### [PROBLEM DESCRIPTION]
Whichever lines of the entries hold the word "罗江北路" should be identified and copied.

### [GIVEN DATA]
=-=-=-=-=
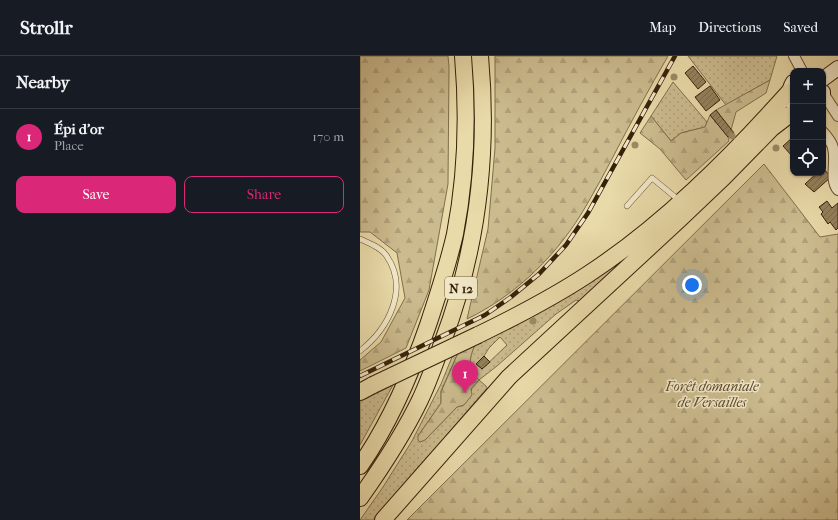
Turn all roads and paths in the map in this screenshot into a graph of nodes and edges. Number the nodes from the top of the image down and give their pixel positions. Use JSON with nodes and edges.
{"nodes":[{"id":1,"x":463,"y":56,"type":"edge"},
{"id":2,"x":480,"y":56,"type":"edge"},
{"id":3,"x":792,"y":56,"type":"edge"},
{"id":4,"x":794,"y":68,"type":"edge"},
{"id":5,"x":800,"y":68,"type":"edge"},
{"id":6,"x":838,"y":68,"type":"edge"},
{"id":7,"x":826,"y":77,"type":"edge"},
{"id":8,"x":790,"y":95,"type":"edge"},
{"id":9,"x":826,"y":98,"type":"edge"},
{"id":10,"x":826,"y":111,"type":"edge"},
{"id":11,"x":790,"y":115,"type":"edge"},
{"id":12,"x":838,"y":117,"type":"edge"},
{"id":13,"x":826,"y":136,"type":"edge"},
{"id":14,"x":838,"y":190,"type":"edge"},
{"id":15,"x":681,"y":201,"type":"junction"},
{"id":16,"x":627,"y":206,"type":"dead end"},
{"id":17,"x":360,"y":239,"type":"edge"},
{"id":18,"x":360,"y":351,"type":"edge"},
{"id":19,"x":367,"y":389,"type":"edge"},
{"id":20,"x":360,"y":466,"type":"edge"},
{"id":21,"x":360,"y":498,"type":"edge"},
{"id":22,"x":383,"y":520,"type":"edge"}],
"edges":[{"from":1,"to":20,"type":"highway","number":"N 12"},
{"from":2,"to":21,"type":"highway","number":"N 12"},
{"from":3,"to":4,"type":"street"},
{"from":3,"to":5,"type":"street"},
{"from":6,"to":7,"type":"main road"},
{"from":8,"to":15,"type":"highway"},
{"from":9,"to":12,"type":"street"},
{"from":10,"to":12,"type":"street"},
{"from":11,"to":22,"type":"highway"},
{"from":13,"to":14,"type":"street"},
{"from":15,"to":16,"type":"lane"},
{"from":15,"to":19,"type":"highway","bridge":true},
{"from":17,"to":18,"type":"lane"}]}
=-=-=-=-=
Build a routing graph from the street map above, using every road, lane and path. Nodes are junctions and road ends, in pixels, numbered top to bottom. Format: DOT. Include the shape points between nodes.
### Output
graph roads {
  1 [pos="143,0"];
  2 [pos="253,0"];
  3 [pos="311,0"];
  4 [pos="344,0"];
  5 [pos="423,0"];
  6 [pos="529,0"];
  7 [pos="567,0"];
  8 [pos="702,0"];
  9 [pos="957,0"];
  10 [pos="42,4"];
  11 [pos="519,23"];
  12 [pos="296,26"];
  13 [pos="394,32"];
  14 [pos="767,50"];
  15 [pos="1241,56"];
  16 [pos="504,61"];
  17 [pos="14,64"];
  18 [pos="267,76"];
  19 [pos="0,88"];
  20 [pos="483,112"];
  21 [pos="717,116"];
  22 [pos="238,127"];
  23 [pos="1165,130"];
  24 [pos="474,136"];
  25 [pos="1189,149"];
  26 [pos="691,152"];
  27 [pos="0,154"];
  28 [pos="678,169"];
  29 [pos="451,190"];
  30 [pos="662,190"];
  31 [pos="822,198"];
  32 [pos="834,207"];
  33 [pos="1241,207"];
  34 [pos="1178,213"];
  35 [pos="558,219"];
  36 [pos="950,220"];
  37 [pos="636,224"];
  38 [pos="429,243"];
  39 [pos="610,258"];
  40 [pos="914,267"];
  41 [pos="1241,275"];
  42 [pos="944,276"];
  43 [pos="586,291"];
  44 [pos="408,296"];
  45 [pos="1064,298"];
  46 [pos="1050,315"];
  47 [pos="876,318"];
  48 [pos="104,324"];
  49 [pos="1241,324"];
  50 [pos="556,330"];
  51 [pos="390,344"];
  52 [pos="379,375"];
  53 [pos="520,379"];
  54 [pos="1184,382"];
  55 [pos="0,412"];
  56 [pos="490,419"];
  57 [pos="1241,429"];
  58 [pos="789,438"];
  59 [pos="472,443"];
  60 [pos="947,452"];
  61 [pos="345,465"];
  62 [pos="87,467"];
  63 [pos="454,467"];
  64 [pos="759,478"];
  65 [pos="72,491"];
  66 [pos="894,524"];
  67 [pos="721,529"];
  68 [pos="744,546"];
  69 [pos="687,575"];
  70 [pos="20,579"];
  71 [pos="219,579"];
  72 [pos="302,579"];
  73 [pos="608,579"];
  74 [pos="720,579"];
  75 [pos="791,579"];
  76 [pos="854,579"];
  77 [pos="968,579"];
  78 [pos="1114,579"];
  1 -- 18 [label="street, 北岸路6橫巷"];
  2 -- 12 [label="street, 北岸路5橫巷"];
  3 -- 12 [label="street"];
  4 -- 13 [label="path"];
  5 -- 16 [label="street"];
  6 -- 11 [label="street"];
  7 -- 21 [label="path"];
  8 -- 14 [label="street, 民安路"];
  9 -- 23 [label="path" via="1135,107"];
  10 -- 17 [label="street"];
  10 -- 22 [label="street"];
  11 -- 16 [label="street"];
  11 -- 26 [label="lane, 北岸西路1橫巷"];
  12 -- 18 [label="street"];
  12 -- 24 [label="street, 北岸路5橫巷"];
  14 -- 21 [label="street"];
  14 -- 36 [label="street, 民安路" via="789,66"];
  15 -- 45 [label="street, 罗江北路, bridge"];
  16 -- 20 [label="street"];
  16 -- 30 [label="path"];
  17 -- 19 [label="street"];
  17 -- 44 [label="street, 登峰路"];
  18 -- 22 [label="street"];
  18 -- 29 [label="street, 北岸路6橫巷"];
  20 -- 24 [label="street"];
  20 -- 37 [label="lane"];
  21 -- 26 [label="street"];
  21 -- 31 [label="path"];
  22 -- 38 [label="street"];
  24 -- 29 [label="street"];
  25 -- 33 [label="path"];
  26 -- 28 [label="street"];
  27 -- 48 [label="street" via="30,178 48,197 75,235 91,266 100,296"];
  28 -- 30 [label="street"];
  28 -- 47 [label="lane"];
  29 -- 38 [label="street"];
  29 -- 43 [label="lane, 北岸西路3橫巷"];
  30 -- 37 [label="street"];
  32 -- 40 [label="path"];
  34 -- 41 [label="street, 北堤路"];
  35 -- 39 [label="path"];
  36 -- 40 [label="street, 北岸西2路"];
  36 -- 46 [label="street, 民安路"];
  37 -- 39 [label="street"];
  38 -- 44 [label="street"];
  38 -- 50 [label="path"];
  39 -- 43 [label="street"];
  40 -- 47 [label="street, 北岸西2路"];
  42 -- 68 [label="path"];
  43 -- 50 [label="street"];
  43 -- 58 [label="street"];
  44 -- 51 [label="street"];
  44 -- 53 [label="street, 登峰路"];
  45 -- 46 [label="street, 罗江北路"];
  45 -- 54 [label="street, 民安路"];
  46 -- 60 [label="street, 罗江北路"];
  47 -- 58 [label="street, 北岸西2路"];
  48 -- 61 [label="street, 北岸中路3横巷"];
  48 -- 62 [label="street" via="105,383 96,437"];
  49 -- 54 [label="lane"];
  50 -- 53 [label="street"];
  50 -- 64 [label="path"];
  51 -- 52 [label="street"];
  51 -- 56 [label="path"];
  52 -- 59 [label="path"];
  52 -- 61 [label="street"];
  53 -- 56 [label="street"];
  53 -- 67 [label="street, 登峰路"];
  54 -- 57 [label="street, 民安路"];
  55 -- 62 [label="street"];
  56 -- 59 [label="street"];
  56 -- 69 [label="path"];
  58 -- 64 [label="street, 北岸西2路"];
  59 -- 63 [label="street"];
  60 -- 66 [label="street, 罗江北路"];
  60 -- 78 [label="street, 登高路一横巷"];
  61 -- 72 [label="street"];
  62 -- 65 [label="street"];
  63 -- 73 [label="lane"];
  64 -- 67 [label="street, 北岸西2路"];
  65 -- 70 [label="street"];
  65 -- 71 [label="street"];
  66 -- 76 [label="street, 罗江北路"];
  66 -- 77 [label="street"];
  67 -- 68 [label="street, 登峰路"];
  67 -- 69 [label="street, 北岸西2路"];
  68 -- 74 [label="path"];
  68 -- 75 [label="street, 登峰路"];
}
=-=-=-=-=
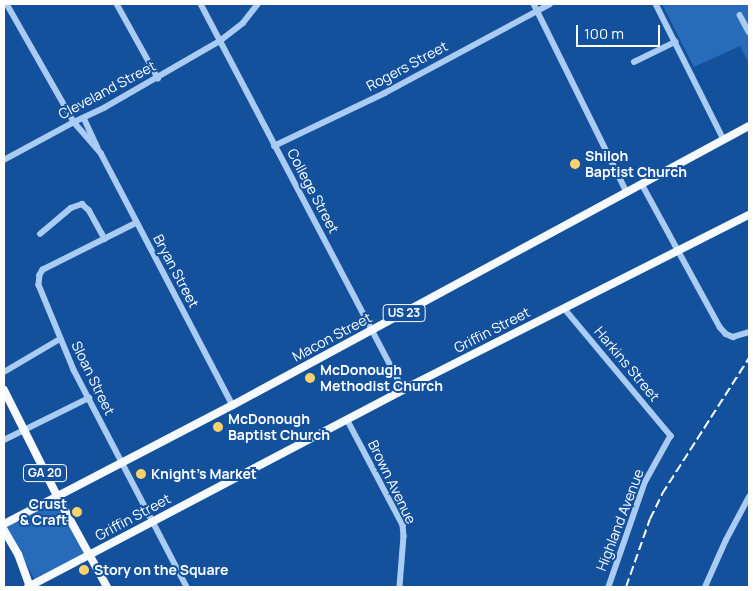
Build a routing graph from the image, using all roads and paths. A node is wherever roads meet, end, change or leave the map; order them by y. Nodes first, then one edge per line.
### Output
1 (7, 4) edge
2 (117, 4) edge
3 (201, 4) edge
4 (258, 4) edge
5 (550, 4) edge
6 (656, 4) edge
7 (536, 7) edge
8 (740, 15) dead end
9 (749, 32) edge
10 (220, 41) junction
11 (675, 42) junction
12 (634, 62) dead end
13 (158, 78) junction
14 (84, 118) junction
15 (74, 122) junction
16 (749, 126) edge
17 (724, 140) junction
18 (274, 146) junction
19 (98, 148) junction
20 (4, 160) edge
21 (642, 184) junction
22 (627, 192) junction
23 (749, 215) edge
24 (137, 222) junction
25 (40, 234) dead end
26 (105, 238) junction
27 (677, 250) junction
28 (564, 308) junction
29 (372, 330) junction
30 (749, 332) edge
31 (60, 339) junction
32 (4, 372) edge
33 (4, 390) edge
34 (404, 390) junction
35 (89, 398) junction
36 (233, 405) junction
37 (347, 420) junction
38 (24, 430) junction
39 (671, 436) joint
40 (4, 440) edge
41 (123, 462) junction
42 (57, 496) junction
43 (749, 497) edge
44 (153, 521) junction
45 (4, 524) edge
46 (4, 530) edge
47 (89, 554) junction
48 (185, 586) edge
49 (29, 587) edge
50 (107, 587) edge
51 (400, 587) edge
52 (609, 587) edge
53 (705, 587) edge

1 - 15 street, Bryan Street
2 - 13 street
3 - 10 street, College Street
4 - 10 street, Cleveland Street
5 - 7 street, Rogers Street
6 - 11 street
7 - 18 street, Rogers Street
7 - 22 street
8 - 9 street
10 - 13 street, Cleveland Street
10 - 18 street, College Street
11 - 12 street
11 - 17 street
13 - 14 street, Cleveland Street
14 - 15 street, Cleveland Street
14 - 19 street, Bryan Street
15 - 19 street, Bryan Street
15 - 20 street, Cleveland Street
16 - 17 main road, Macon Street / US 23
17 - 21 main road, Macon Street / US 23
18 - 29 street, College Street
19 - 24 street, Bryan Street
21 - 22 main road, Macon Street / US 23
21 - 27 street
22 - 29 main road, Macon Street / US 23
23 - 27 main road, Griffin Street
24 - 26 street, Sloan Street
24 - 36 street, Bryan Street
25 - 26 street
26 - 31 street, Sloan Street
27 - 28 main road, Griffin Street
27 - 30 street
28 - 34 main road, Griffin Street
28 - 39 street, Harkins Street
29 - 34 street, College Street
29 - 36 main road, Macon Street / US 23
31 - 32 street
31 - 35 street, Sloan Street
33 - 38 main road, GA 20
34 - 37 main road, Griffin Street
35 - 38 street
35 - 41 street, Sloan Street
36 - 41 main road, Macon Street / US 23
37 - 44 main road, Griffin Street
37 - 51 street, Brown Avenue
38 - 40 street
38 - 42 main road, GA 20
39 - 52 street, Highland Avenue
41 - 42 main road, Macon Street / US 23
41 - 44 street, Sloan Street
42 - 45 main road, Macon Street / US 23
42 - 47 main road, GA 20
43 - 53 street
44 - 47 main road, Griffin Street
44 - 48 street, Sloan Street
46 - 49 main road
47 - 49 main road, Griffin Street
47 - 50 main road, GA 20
=-=-=-=-=
### [ANSWER SECTION]
  15 -- 45 [label="street, 罗江北路, bridge"];
  45 -- 46 [label="street, 罗江北路"];
  46 -- 60 [label="street, 罗江北路"];
  60 -- 66 [label="street, 罗江北路"];
  66 -- 76 [label="street, 罗江北路"];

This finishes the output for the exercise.